Senate Majority Whip Richard Durbin (D-Ill.), pauses during a news conference on Capitol Hill in Washington, Thursday, April 7, 2011. (Carolyn Kaster/AP)

Two historic pieces of legislation, overhauling the nation’s health-care system and rewriting regulations governing financial institutions, passed Congress last year after heated debate and intense lobbying. But even if the bills have departed Capitol Hill, the lobbying on them has not.

Companies and their backers are spending millions on lobbying hoping to roll back key provisions of the two laws, according to disclosure reports filed last week with the House and Senate.

In the first three months of this year, more than 300 companies, trade associations and lobbying firms were targeting provisions of the financial regulation law, records show. And more than 400 were lobbying on the health-care law, the reports show.

Those numbers are down from the peak of activity when the bills were taking shape, but the two issues are still among the hottest on Capitol Hill.

One of the biggest fights pits retailers against banks over the fees charged for debit card transactions.

An amendment that became part of the financial regulation law, sponsored by Sen. Richard J. Durbin (D-Ill.), gave the government the ability to cap the fees, which are paid to banks. The fees add up to a huge cost for retailers, restaurants and other businesses that accept payments by debit card.

That cap is expected to cost banks billions of dollars. As a result, lobbying on the Durbin amendment has only picked up since the Senate passed the measure on a vote of 64 to 33.

“It’s like the Hundred Years’ War,” said one lobbyist working on the issue who declined to be named, to avoid alienating his clients.

Visa reported spending $1.8 million on lobbying in the first quarter — its highest figure ever and a significant increase over the same period a year ago.

Because lobbying reports do not break out how much money was spent on each issue, it is impossible to know how much of that $1.8 million was spent on swipe fees. But 11 of the 13 lobbying firms hired by Visa did list the issue among the topics they were focused on.

Also, other related spending, including that devoted to public affairs and opposition research, is not included in lobbying figures.

MasterCard spent $930,000 in lobbying in the first quarter, up 13 percent from a year earlier. Visa declined to comment, and MasterCard officials did not return a request for comment.

On the other side of the issue, Wal-Mart, the nation’s largest retailer, reported spending $2.4 million in the first quarter, its highest figure and a 23 percent increase from the first quarter of last year. The company did not return a request for comment.

The battle over the fees has brought in all the weapons typical of a Washington legislative battle, including campaign money, constituent “fly-ins,” endorsement letters from an array of interest groups, media outreach and broadcast advertisements in lawmakers’ home districts.

The swipe fee debate is only one part of the financial regulation law that lawmakers and lobbyists are pushing to change.
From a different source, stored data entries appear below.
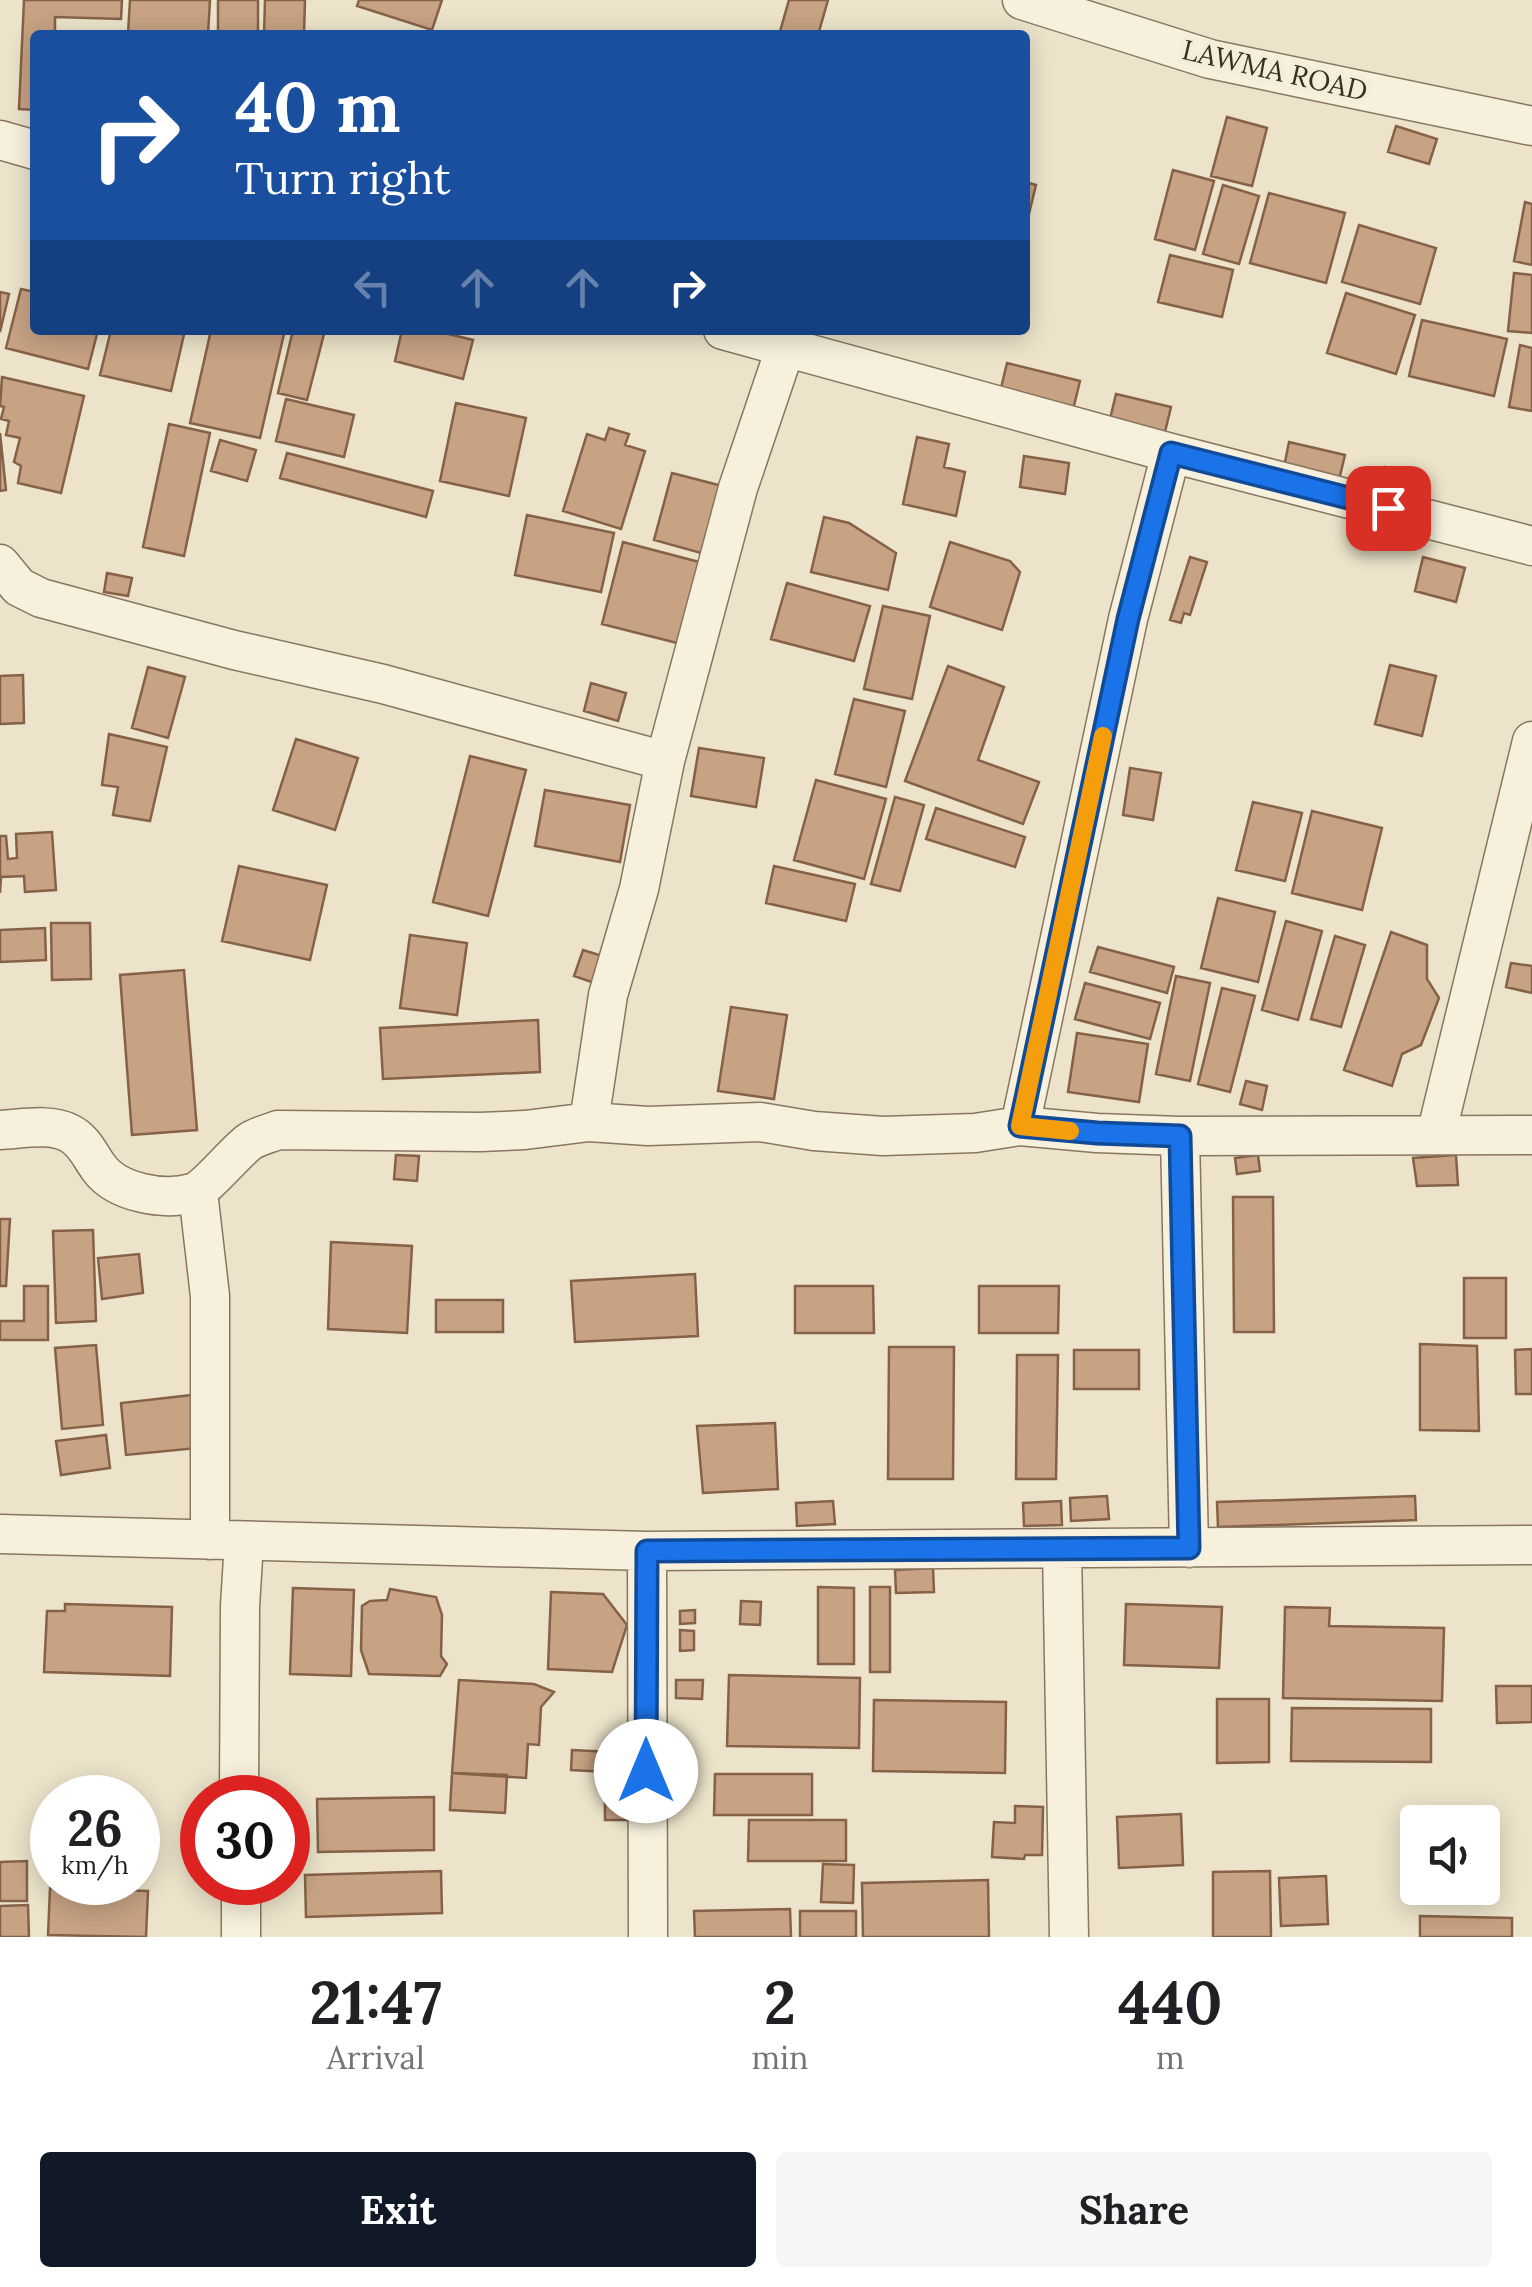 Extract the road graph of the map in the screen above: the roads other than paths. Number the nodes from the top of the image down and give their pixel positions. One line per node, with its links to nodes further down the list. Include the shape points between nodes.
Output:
1 (1022, 0): 2 (street, LAWMA ROAD, via 1210,58)
2 (1532, 126)
3 (0, 140): 4 (street)
4 (30, 149)
5 (743, 335): 6 (street)
6 (786, 346): 7 (street); 11 (street, via 738,488)
7 (1171, 453): 8 (street); 13 (street, via 1128,619)
8 (1532, 546)
9 (0, 564): 11 (street, via 41,598)
10 (1532, 741): 17 (street)
11 (666, 761): 12 (street, via 608,994)
12 (589, 1122): 13 (street, via 760,1122 882,1136); 18 (street, via 480,1132 278,1130 254,1138)
13 (1020, 1126): 16 (street)
14 (0, 1130): 18 (street, via 71,1133 101,1172 124,1186 172,1198)
15 (1532, 1135): 17 (street)
16 (1180, 1136): 17 (street); 22 (street)
17 (1436, 1136)
18 (198, 1192): 20 (street)
19 (0, 1534): 20 (street)
20 (227, 1541): 24 (street); 25 (street, via 240,1606)
21 (1532, 1545): 22 (street)
22 (1189, 1548): 23 (street)
23 (1062, 1549): 24 (street); 29 (street)
24 (647, 1551): 28 (street)
25 (239, 1775)
26 (241, 1905): 27 (street)
27 (242, 1937)
28 (648, 1937)
29 (1069, 1937) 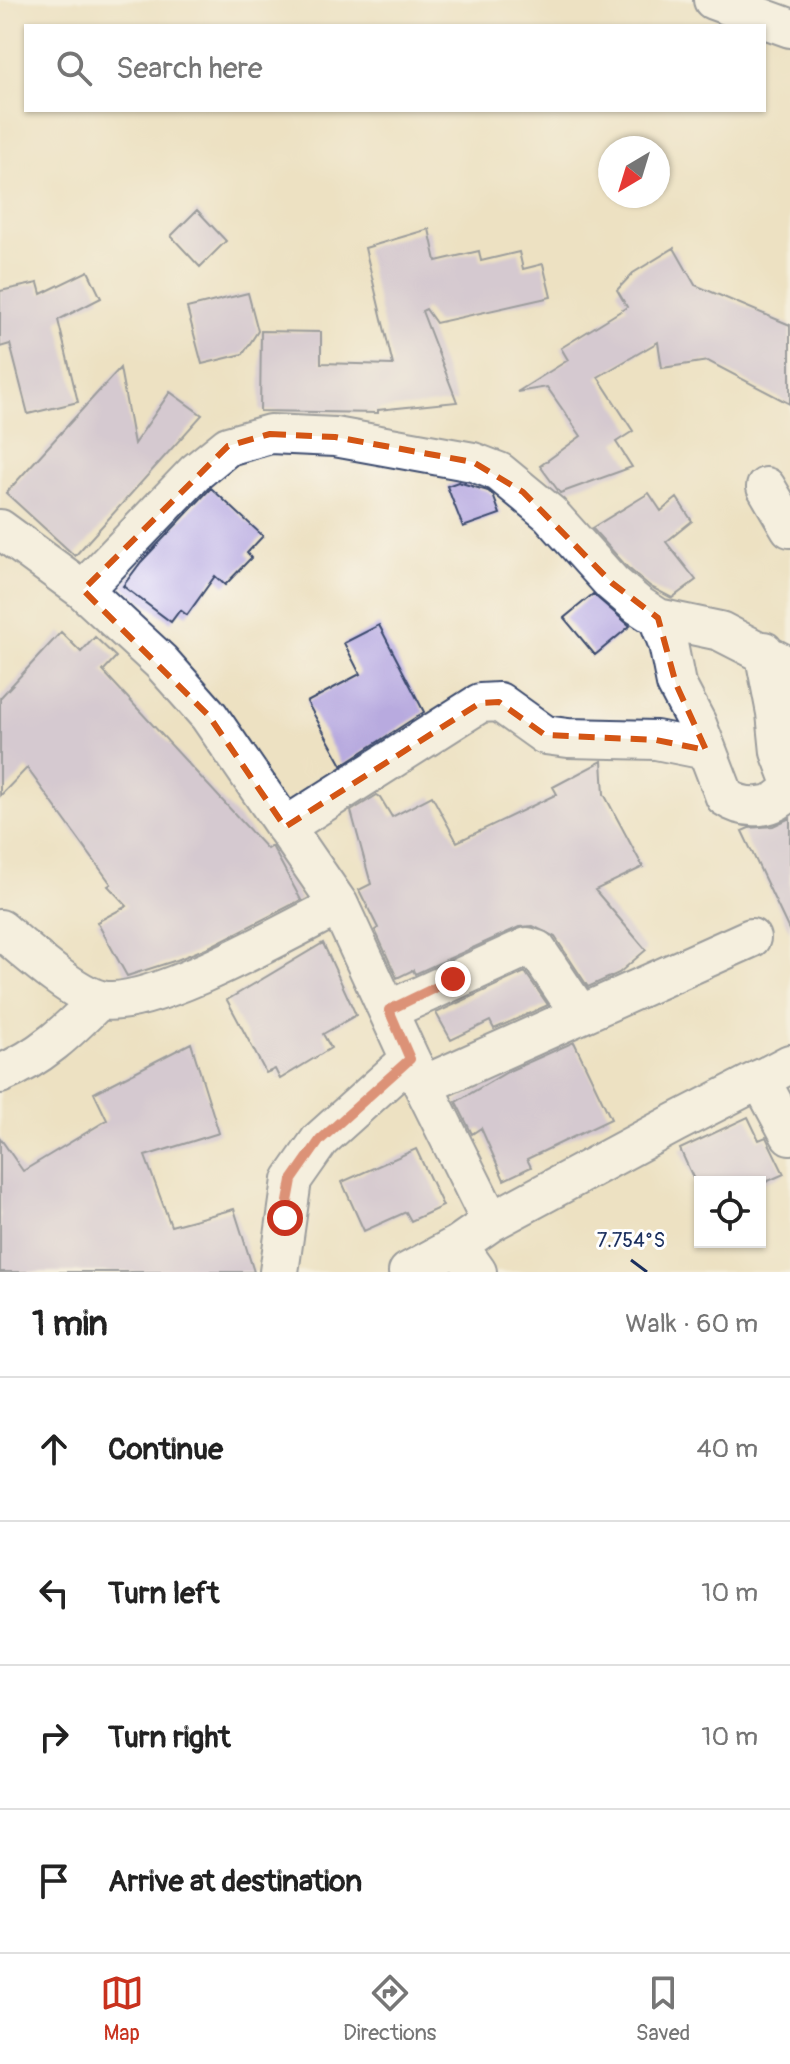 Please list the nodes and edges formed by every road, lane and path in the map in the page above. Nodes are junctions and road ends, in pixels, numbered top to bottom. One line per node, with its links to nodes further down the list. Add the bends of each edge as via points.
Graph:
1 (713, 0): 2 (street)
2 (790, 28)
3 (766, 487): 4 (street)
4 (790, 528)
5 (0, 529): 6 (street)
6 (83, 590): 7 (street, via 196,472 228,446 270,434 335,437 473,462 499,472 550,514 612,583); 12 (street, via 161,662 209,716)
7 (658, 618): 8 (street, via 720,631); 9 (street, via 676,684)
8 (777, 659): 10 (street, via 780,752)
9 (706, 750): 11 (street, via 725,797 735,804 755,808 772,803); 12 (street, via 656,740 545,735 499,702 480,703)
10 (790, 778)
11 (790, 788)
12 (285, 827): 13 (street)
13 (339, 905): 16 (street, via 167,988 127,1000); 17 (street)
14 (0, 929): 16 (street)
15 (751, 938): 18 (street)
16 (99, 1000): 21 (street, via 63,1037)
17 (389, 1010): 18 (street, via 527,947 537,950); 19 (street)
18 (580, 1014): 19 (street, via 494,1056)
19 (417, 1072): 23 (street); 25 (street, via 320,1140 292,1180)
20 (775, 1072): 22 (street); 23 (street)
21 (0, 1074)
22 (790, 1135)
23 (491, 1222): 24 (street)
24 (468, 1258): 26 (street)
25 (279, 1272)
26 (408, 1272)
The House Financial Services Committee is considering legislation to delay the implementation of rules on derivatives trading and to change the structure of the Consumer Financial Protection Bureau, which was created in the law.

The health-care law, formally called the Patient Protection and Affordable Care Act, is also the target of a concerted lobbying push. While the full repeal proposed by House Republicans and recently approved in the House is unlikely to succeed, given opposition in the the Senate and the White House, several provisions of the law face a significant challenge.

Insurance brokers, who help companies purchase insurance and are paid through commissions, are lobbying to change a provision they view as threatening. The law requires that no more than 20 percent of health insurance premiums be spent on administrative costs, and brokers are pushing a bill that would exempt their fees from that cap.

The legislation, sponsored by Reps. Mike Rogers (R-Mich.) and John Barrow (D-Ga.), has drawn support from 58 other lawmakers.

“If the brokers win, consumers lose $1.4 billion in rebates,” said Ethan Rome, the executive director of Health Care for America Now, a coalition of groups that supported Democrats’ health-care proposals. “Brokers fees from our perspective are clearly an administrative expense, and Congress intended to categorize them as such.”

Brokers argue that the law has gone too far and would severely restrain their revenue. The president of the National Association of Insurance and Financial Advisors, Terry Headley, said in a recent speech that many of the brokers are small businesses that will be driven under unless the law is changed.

“Consumers will not benefit if agents are forced out of the market and individuals are left without service,” Headley said.

The main trade associations pushing for that change are spending roughly the same amount on lobbying that they spent last year when the full bill was under consideration.

Other parts of the law targeted by industry include a tax on medical devices as well as the Independent Payment Advisory Board, a key component of efforts to rein in costs. Device maker Medtronic spent $1.3 million in lobbying last quarter, up 22 percent from a year earlier. The company declined to comment.